A New Film Will Show The Conspiracy & Cover Up Of Who Shot Biggie (Video)
Yesterday (May 21), The Notorious B.I.G. would have turned 46 years old. Due to violence and tragedy, that never got to happen. On March 9, 1997, 24-year-old Christopher Wallace was fatally shot in a drive-by outside The Peterson Auto Museum in Los Angeles, California.
While Biggie’s murder remains unsolved, there are two famous and published investigations from former LAPD detectives assigned to the case at different periods. This year, the USA network aired Unsolved: The Murders of Tupac and Notorious B.I.G. The dramatic series stars Josh Duhamel playing the real-life retired detective Greg Kading. Kading’s findings—including recorded audio confessions (published as Murder Rap, and a corresponding documentary) began with the investigation into the murder of Biggie and led him to its relation to a shooting that fatally wounded Tupac Shakur six months prior (September 7, 1996).
Ironically, September 7 is the day City Of Lies will open in theaters. This dramatic account is related to Detective Russell Poole’s investigation of the Biggie murder and its ties to the Rampart Scandal. The film stars Johnny Depp and Oscar-winner Forest Whitaker. Depp plays Poole, who died of a heart attack in mid-2015. Poole worked with author Randall Sullivan on the 2001 text, LAbyrinth: A Detective Investigates the Murders of Tupac Shakur and Notorious B.I.G, the Implication of Death Row Records’ Suge Knight, and the Origins of the Los Angeles Police Scandal. City Of Lies is directed by Brad Furman (The Lincoln Lawyer, Runner Runner).
The film’s first trailer released. It portrays “Poole” (Depp) and journalist confidant “Jack” (Whitaker) looking for answers in the murder of a Rap legend. In the preview, viewers can see the visual recreation of the early morning shooting. There are also vignettes that show the man some witnesses identified, Harry Billups (aka Amir Muhammad), and an unrelated road rage incident that may have been a fire-starter event in Poole’s findings.

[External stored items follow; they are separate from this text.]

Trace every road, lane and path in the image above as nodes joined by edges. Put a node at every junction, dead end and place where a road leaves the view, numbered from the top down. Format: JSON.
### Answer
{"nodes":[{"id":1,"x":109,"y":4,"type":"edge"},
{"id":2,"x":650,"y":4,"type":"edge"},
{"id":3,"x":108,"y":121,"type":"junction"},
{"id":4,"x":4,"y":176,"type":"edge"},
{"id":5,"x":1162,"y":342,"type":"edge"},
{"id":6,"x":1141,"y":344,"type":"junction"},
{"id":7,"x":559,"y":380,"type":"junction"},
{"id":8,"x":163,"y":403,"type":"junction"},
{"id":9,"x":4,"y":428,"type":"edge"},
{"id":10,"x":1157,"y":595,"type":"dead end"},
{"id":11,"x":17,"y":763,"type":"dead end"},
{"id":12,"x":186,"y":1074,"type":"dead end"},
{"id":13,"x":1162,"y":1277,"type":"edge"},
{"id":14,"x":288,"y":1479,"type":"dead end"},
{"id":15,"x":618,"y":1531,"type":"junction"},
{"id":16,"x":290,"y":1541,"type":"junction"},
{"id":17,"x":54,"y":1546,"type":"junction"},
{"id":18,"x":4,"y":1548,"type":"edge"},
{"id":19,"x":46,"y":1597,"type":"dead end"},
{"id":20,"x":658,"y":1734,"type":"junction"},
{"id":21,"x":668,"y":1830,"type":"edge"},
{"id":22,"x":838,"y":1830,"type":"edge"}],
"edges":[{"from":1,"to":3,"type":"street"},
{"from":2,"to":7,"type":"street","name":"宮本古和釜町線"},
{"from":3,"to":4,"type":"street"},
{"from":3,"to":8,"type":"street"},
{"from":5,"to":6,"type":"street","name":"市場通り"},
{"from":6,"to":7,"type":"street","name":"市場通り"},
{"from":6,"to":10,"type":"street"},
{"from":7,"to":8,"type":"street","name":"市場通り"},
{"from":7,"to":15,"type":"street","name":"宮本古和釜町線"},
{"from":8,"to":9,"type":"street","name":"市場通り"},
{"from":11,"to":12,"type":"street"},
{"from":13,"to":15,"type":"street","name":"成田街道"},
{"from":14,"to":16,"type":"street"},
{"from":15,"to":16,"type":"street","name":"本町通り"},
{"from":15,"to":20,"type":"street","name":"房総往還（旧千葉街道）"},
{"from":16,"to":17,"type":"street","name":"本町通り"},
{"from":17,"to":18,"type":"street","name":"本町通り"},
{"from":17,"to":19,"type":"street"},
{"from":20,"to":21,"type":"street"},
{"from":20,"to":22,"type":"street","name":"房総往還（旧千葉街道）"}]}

City Of Lies also dramatizes elements of the Rampart Scandal, a late ’90s LAPD internal investigation that implicated misconduct of more than 70 officers. The infractions ranged from assault to bank robberies around Los Angeles. Poole’s investigation connected several of those Rampart officers, including Mack, Kevin Gaines, and Rafael Perez, to Death Row Records and its affiliated security company, Wrightway. Rampart was first tied to the record label after Gaines was killed in a road-rage-related shooting with another officer just days after Biggie’s murder. Elements of the scandal were an inspiration for the award-winning 2001 Antoine Fuqua picture, Training Day.
Poole retired in 1999, reportedly in protest to what he stated was a police force cover-up at the hands of Chief Of Police Bernard C. Parks. While suing the LAPD for challenging his 1st Amendment rights to speak about the case, he later appeared with Biggie’s mother, Voletta Wallace, and close friend/protégé, Lil’ Cease, in Nick Broomfield’s Biggie & Tupac film. Even as a private investigator after his police career, Poole asserted that his findings were accurate, and he decried a lack of action in solving Biggie’s murder in a courtroom. Just months ahead of his death, Poole spoke with VICE of some new and controversial theories surrounding Tupac Shakur’s 1996 murder.
The two differing investigations (Poole’s work suggests Billups is Biggie’s killer, while Kading’s report alleges that a since-slain childhood friend of Knight and Death Row Records affiliate named Wardell “Poochie” Fouse pulled the trigger) are playing out on public screens large and small, almost simultaneously.
City Of Lies is the latest in a film and television swarm this past year looking at the lives and deaths of Tupac Shakur and Biggie Smalls, as well as Death Row Records. Earlier this year, Whitaker co-produced (with Pharrell Williams and others) Roxanne, Roxanne, a biopic on Queens, New York MC Roxanne Shanté.